:: The data ::
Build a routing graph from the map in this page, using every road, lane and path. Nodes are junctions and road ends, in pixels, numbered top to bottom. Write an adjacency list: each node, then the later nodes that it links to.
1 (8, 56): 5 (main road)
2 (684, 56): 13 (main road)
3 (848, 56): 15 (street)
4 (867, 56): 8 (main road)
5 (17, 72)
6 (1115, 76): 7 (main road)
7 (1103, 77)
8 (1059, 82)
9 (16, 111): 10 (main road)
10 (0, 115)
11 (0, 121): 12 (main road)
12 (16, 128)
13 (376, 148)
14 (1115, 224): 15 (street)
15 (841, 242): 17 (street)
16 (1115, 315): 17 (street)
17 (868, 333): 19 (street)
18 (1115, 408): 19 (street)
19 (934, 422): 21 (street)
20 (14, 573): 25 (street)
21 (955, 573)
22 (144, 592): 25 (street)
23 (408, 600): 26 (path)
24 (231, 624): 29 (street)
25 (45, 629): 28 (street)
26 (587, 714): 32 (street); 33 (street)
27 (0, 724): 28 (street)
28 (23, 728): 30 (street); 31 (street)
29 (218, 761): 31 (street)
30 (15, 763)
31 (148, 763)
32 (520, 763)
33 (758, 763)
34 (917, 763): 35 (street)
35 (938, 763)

:: Your task ::
After reading the data, retype all of it exactly as it reads.

:: Answer section ::
Build a routing graph from the map in this page, using every road, lane and path. Nodes are junctions and road ends, in pixels, numbered top to bottom. Write an adjacency list: each node, then the later nodes that it links to.
1 (8, 56): 5 (main road)
2 (684, 56): 13 (main road)
3 (848, 56): 15 (street)
4 (867, 56): 8 (main road)
5 (17, 72)
6 (1115, 76): 7 (main road)
7 (1103, 77)
8 (1059, 82)
9 (16, 111): 10 (main road)
10 (0, 115)
11 (0, 121): 12 (main road)
12 (16, 128)
13 (376, 148)
14 (1115, 224): 15 (street)
15 (841, 242): 17 (street)
16 (1115, 315): 17 (street)
17 (868, 333): 19 (street)
18 (1115, 408): 19 (street)
19 (934, 422): 21 (street)
20 (14, 573): 25 (street)
21 (955, 573)
22 (144, 592): 25 (street)
23 (408, 600): 26 (path)
24 (231, 624): 29 (street)
25 (45, 629): 28 (street)
26 (587, 714): 32 (street); 33 (street)
27 (0, 724): 28 (street)
28 (23, 728): 30 (street); 31 (street)
29 (218, 761): 31 (street)
30 (15, 763)
31 (148, 763)
32 (520, 763)
33 (758, 763)
34 (917, 763): 35 (street)
35 (938, 763)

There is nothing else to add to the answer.